SECURITIES AND EXCHANGE COMMISSION

Washington, D.C. 20549

 


FORM 8-K

 


CURRENT REPORT

Pursuant to Section 13 or 15(d) of the Securities Exchange Act of 1934

Date of Report (Date of earliest event reported): November 15, 2007

 


BARNES GROUP INC.

(Exact name of registrant as specified in its charter)

 


Delaware

(State or other jurisdiction of incorporation)

 

1-04801   06-0247840
(Commission File Number)   (I.R.S. Employer Identification No.)
123 Main Street, Bristol, Connecticut   06011-0489
(Address of principal executive offices)   (Zip Code)

(860) 583-7070

Registrant’s telephone number, including area code

Not Applicable

(Former name or former address, if changed since last report)

 


Check the appropriate box below if the Form 8-K filing is intended to simultaneously satisfy the filing obligation of the registrant under any of the following provisions:

 

¨ Written communications pursuant to Rule 425 under the Securities Act (17 CFR 230.425)

 

¨ Soliciting material pursuant to Rule 14a-12 under the Exchange Act (17 CFR 240.14a-12)

 

¨ Pre-commencement communications pursuant to Rule 14d-2(b) under the Exchange Act (17 CFR 240.14d-2(b))

 

¨ Pre-commencement communications pursuant to Rule 13e-4(c) under the Exchange Act (17 CFR 240.13e-4(c))

 



Item 2.05. Costs Associated with Exit or Disposal Activities.

On November 15, 2007, Barnes Group Inc. (the “Company”) approved a restructuring of one of the Barnes Industrial operating facilities. This restructuring is among the actions that were contemplated in the announcement regarding a realignment within Barnes Industrial made by the Company in the Third Quarter 2007 Financial Results press release, dated November 2, 2007. The restructuring includes a reduction-in-force, production realignment and product rationalization.

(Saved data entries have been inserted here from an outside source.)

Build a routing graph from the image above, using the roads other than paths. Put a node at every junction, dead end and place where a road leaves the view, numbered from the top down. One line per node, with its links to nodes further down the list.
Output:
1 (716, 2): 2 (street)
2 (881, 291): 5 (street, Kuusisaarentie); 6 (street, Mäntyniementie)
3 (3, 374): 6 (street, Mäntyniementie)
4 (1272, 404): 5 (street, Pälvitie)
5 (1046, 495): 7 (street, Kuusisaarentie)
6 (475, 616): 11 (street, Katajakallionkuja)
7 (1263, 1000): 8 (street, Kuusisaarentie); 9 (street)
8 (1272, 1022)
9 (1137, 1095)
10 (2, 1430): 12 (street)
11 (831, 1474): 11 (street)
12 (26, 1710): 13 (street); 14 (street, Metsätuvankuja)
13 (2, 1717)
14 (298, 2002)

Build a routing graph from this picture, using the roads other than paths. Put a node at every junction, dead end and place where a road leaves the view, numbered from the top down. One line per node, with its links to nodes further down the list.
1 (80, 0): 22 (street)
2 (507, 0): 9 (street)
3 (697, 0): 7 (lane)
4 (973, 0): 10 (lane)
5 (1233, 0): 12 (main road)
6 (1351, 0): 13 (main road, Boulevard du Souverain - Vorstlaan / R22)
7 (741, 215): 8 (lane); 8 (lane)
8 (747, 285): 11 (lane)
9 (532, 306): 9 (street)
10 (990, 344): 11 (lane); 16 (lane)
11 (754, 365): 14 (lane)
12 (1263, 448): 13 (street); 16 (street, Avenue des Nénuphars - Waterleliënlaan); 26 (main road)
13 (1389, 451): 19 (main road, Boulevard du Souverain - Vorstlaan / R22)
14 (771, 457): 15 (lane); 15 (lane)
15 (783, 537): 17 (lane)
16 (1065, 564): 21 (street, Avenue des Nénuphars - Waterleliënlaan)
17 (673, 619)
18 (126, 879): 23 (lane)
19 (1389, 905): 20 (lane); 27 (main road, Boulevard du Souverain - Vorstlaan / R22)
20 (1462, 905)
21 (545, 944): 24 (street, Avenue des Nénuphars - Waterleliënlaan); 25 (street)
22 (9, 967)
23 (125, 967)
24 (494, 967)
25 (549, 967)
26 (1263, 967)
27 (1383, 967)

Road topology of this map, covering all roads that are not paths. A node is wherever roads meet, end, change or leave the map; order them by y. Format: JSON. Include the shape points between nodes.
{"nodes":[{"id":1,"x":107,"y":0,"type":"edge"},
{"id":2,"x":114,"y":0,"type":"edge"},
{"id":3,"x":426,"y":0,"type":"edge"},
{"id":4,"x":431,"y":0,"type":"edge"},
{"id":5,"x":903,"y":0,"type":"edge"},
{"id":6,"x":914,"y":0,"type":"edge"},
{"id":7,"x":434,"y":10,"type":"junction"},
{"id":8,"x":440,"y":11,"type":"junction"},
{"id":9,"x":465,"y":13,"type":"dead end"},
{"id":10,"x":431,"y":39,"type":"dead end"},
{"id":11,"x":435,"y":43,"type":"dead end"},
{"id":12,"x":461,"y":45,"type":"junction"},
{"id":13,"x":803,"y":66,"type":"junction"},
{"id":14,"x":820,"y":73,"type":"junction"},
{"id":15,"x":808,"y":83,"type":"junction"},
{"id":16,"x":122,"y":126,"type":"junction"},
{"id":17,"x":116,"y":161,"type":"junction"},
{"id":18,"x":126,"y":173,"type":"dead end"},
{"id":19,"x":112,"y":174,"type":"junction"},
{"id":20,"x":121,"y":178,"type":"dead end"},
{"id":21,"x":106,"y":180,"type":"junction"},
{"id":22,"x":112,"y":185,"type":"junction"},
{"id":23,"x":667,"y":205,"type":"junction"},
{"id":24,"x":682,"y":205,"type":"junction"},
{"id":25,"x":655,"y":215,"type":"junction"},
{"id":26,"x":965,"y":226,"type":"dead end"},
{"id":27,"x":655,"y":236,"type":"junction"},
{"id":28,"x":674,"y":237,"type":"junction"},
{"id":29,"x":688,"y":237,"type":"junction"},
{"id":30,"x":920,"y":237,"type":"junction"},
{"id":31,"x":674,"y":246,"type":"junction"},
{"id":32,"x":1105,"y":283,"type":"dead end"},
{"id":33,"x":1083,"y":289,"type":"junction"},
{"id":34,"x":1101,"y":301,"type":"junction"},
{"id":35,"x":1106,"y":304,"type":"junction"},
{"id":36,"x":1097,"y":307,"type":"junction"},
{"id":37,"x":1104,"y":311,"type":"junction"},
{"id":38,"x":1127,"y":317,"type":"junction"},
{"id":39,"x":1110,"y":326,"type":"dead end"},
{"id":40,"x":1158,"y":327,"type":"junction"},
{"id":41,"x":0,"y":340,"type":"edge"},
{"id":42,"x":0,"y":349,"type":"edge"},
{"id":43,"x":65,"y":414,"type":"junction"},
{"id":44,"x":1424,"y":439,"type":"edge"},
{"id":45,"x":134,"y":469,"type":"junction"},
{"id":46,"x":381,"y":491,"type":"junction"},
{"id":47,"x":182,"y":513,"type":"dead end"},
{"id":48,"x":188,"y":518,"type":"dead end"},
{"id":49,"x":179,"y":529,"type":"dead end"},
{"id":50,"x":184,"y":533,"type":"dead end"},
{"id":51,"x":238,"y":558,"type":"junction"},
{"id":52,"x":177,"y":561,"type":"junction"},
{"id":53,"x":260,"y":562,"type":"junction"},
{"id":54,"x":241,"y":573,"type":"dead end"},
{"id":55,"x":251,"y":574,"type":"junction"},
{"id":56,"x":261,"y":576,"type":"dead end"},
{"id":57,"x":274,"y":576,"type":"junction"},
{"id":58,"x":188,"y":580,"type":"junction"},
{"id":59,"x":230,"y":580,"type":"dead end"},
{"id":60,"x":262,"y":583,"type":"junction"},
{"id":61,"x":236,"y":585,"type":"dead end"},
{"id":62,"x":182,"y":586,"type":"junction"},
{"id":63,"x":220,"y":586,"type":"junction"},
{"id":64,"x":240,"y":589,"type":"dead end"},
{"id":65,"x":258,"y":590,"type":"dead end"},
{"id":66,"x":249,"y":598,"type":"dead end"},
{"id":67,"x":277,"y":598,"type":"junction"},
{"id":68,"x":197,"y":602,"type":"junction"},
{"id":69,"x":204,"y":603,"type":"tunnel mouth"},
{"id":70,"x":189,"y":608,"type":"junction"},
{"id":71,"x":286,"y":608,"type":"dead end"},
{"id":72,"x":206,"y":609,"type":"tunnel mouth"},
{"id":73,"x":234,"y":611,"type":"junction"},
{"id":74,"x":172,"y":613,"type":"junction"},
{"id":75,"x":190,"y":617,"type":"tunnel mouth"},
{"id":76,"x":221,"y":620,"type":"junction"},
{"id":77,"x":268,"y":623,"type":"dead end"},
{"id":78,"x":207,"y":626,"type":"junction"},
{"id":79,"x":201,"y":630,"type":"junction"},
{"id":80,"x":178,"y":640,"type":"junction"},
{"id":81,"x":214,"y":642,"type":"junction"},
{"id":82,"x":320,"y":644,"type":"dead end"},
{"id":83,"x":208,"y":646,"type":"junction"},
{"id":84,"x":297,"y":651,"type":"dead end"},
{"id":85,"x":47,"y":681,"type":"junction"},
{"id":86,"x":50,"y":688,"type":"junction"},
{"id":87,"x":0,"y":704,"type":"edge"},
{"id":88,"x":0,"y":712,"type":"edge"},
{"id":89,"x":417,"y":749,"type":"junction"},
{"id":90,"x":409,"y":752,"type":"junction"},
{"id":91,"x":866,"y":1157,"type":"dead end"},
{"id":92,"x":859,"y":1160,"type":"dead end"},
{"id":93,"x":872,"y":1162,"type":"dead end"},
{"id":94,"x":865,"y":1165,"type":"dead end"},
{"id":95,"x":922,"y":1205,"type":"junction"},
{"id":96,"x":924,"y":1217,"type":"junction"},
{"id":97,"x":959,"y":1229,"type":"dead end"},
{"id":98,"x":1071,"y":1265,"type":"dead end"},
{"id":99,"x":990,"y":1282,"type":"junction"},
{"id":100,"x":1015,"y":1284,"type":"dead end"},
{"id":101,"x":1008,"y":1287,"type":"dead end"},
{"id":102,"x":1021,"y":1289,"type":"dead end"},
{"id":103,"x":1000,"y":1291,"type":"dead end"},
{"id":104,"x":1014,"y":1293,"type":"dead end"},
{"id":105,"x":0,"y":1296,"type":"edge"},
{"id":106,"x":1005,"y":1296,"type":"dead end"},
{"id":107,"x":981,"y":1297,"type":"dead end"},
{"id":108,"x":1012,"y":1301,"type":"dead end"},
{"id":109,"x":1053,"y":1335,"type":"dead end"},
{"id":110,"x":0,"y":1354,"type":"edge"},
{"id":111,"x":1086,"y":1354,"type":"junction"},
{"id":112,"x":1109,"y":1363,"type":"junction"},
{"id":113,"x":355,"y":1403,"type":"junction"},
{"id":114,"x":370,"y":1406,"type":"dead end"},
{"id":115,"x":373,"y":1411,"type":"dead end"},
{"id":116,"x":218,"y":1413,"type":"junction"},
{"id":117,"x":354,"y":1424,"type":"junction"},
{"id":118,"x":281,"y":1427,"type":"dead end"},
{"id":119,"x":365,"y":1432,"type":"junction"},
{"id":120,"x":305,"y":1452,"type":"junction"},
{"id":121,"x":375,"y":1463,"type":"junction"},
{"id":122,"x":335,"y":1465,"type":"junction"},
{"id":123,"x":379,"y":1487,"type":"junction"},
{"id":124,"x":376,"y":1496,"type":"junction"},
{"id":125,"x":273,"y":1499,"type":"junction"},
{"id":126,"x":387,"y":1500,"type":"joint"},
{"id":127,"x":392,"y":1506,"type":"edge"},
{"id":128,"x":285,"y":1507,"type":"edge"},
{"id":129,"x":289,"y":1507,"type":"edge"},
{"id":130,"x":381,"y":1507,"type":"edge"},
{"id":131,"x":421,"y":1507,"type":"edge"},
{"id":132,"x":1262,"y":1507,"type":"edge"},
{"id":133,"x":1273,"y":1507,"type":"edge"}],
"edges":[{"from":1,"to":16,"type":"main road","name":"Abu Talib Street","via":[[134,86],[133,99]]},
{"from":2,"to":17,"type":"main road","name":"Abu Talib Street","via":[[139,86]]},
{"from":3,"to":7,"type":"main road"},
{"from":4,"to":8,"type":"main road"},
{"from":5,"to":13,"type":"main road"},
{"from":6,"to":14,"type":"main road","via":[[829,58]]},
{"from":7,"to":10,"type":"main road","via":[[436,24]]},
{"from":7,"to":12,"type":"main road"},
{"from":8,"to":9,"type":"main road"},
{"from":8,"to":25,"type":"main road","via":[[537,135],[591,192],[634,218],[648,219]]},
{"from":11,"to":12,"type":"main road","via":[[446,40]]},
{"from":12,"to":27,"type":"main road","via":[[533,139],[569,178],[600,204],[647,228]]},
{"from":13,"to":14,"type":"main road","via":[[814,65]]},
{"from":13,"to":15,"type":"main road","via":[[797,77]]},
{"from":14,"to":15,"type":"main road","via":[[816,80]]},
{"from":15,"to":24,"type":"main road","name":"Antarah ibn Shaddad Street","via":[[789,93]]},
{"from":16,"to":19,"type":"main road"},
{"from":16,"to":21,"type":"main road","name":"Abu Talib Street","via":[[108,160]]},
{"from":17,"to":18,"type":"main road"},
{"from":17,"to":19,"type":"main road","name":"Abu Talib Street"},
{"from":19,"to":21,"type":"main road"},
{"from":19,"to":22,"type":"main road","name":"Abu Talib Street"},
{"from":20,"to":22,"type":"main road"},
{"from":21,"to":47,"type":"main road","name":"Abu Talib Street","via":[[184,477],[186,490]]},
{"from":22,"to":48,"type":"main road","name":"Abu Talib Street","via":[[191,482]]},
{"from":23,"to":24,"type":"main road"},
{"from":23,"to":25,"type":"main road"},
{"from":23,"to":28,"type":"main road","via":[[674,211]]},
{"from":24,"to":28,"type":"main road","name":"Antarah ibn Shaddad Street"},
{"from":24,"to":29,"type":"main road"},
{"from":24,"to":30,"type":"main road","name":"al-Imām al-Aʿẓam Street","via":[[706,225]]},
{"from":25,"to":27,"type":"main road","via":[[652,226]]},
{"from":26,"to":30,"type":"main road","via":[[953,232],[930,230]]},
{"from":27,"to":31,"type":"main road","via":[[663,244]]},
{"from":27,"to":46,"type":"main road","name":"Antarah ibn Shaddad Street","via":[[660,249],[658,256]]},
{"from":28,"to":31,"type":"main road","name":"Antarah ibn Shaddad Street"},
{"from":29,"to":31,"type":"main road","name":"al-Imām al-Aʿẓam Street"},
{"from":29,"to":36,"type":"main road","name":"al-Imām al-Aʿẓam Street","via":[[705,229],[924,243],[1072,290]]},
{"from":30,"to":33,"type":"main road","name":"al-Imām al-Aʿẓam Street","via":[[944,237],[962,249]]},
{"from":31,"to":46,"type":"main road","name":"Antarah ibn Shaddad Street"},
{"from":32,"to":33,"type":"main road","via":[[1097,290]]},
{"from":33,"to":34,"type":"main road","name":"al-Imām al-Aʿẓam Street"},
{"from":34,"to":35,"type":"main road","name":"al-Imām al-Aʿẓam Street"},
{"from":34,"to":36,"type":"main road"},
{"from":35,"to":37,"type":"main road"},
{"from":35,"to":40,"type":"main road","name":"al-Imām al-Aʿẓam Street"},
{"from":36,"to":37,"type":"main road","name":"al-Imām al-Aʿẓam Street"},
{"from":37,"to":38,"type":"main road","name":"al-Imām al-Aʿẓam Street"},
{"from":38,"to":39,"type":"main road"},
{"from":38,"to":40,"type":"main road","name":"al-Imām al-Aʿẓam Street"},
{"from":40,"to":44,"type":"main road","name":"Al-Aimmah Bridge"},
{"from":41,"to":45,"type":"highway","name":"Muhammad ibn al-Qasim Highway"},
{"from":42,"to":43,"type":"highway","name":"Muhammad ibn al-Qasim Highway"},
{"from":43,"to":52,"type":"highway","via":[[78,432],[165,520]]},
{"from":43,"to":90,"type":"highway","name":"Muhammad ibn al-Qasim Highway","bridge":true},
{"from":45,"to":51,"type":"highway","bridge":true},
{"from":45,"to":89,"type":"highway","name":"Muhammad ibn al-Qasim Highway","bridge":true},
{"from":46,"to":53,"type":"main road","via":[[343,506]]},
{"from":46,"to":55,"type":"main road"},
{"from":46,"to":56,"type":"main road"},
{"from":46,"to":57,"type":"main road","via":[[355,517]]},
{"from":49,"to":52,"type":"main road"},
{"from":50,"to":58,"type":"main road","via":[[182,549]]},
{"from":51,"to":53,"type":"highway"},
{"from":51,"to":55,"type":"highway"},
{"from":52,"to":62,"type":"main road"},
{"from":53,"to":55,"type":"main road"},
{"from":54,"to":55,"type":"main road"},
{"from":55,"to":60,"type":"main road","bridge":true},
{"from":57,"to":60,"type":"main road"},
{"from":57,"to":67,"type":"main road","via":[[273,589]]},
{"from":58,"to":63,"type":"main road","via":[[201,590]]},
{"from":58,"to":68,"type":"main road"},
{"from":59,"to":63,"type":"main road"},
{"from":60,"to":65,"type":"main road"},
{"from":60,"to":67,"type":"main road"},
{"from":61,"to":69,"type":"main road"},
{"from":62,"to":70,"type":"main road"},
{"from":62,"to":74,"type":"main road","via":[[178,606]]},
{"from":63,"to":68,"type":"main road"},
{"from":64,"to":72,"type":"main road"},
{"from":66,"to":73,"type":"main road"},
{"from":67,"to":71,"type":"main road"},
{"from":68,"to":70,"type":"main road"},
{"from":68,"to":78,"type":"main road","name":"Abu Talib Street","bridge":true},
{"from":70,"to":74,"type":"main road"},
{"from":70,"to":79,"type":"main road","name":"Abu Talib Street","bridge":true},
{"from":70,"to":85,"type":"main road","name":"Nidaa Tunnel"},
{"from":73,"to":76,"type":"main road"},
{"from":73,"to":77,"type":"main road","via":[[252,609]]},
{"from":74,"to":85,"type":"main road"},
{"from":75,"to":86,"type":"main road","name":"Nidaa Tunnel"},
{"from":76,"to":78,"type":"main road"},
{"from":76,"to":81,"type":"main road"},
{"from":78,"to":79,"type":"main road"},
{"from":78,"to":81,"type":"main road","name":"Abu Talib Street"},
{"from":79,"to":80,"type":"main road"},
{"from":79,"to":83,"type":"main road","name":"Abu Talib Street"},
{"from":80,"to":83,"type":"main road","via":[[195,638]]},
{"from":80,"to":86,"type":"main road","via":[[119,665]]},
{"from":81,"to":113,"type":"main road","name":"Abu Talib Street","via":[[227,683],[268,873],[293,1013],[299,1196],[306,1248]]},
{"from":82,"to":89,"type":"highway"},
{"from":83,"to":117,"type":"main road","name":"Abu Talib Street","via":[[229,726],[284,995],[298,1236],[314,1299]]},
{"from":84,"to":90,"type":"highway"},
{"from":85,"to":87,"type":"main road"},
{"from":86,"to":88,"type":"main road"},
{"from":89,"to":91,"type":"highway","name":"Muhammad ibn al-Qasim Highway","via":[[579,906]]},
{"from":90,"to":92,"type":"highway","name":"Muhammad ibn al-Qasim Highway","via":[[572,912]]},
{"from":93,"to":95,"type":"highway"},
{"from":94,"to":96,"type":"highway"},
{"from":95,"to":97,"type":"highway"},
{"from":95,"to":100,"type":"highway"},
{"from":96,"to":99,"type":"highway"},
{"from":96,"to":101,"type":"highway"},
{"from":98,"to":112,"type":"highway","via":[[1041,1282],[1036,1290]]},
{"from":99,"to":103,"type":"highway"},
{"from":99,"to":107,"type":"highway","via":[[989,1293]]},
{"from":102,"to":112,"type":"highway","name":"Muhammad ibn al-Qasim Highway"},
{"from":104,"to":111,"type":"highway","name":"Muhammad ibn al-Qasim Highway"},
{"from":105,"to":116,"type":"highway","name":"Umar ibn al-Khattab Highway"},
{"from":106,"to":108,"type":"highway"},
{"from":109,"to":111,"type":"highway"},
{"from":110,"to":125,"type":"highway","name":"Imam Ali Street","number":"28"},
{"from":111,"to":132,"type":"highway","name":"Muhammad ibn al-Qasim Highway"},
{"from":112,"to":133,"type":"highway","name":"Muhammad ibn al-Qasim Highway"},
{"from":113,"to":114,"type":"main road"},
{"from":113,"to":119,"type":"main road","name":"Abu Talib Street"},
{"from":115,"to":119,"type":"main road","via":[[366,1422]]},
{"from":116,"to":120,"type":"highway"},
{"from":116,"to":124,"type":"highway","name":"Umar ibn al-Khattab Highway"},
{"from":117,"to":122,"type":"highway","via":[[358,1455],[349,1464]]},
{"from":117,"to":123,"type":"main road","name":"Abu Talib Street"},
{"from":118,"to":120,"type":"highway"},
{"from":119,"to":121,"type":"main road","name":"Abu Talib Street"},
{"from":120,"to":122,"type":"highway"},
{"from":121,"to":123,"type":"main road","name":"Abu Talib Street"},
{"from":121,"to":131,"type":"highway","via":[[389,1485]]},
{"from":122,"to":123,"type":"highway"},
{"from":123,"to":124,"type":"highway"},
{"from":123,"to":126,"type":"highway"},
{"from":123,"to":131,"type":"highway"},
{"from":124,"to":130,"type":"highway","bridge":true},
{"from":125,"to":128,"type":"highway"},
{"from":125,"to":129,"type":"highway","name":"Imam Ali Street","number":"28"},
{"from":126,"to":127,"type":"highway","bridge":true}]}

As a result of this action, the Company expects to incur approximately $3.4 million of after-tax charges, of which $2.0 million is expected to be expensed in 2007. The amount expensed in 2007 relates primarily to employee termination costs. The balance, $1.4 million, will be expensed in 2008 or later and is expected to be offset by related savings. This amount relates to pension settlement costs, relocation costs and equipment transfer costs. $2.0 million of the $3.4 million is expected to result in a cash expenditure.

***

From time to time the Company may take additional right-sizing actions that are not part of the above-described realignment actions.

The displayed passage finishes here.